• _The problem_:
The records are to be restated in their entirety, word for word.

• _Stored data entries_:
——————

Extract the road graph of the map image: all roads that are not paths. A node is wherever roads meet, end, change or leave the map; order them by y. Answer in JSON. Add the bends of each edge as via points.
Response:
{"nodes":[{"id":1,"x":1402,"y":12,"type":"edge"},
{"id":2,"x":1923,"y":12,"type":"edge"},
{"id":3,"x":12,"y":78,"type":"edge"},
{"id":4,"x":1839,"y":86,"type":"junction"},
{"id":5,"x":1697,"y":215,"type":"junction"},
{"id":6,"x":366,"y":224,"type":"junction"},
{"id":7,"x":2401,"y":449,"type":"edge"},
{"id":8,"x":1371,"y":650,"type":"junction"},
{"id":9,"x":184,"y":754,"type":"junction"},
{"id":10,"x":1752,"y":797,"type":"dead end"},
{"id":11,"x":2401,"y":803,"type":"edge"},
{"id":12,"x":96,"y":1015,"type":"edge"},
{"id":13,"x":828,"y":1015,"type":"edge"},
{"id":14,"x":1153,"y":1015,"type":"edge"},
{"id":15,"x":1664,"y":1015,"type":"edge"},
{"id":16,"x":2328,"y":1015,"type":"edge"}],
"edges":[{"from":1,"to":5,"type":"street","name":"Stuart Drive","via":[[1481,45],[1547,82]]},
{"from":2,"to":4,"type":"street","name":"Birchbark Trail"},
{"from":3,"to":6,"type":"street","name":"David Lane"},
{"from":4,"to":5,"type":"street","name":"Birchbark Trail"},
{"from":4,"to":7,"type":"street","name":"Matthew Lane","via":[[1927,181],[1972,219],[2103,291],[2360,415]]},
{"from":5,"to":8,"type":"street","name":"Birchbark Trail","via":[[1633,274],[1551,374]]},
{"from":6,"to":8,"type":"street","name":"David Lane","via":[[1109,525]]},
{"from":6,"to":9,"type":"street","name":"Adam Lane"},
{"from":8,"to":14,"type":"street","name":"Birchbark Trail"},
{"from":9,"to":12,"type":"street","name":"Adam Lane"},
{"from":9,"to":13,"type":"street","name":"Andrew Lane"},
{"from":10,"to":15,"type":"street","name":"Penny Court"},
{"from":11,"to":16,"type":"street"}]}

——————

• _Output of the task_:
Extract the road graph of the map image: all roads that are not paths. A node is wherever roads meet, end, change or leave the map; order them by y. Answer in JSON. Add the bends of each edge as via points.
Response:
{"nodes":[{"id":1,"x":1402,"y":12,"type":"edge"},
{"id":2,"x":1923,"y":12,"type":"edge"},
{"id":3,"x":12,"y":78,"type":"edge"},
{"id":4,"x":1839,"y":86,"type":"junction"},
{"id":5,"x":1697,"y":215,"type":"junction"},
{"id":6,"x":366,"y":224,"type":"junction"},
{"id":7,"x":2401,"y":449,"type":"edge"},
{"id":8,"x":1371,"y":650,"type":"junction"},
{"id":9,"x":184,"y":754,"type":"junction"},
{"id":10,"x":1752,"y":797,"type":"dead end"},
{"id":11,"x":2401,"y":803,"type":"edge"},
{"id":12,"x":96,"y":1015,"type":"edge"},
{"id":13,"x":828,"y":1015,"type":"edge"},
{"id":14,"x":1153,"y":1015,"type":"edge"},
{"id":15,"x":1664,"y":1015,"type":"edge"},
{"id":16,"x":2328,"y":1015,"type":"edge"}],
"edges":[{"from":1,"to":5,"type":"street","name":"Stuart Drive","via":[[1481,45],[1547,82]]},
{"from":2,"to":4,"type":"street","name":"Birchbark Trail"},
{"from":3,"to":6,"type":"street","name":"David Lane"},
{"from":4,"to":5,"type":"street","name":"Birchbark Trail"},
{"from":4,"to":7,"type":"street","name":"Matthew Lane","via":[[1927,181],[1972,219],[2103,291],[2360,415]]},
{"from":5,"to":8,"type":"street","name":"Birchbark Trail","via":[[1633,274],[1551,374]]},
{"from":6,"to":8,"type":"street","name":"David Lane","via":[[1109,525]]},
{"from":6,"to":9,"type":"street","name":"Adam Lane"},
{"from":8,"to":14,"type":"street","name":"Birchbark Trail"},
{"from":9,"to":12,"type":"street","name":"Adam Lane"},
{"from":9,"to":13,"type":"street","name":"Andrew Lane"},
{"from":10,"to":15,"type":"street","name":"Penny Court"},
{"from":11,"to":16,"type":"street"}]}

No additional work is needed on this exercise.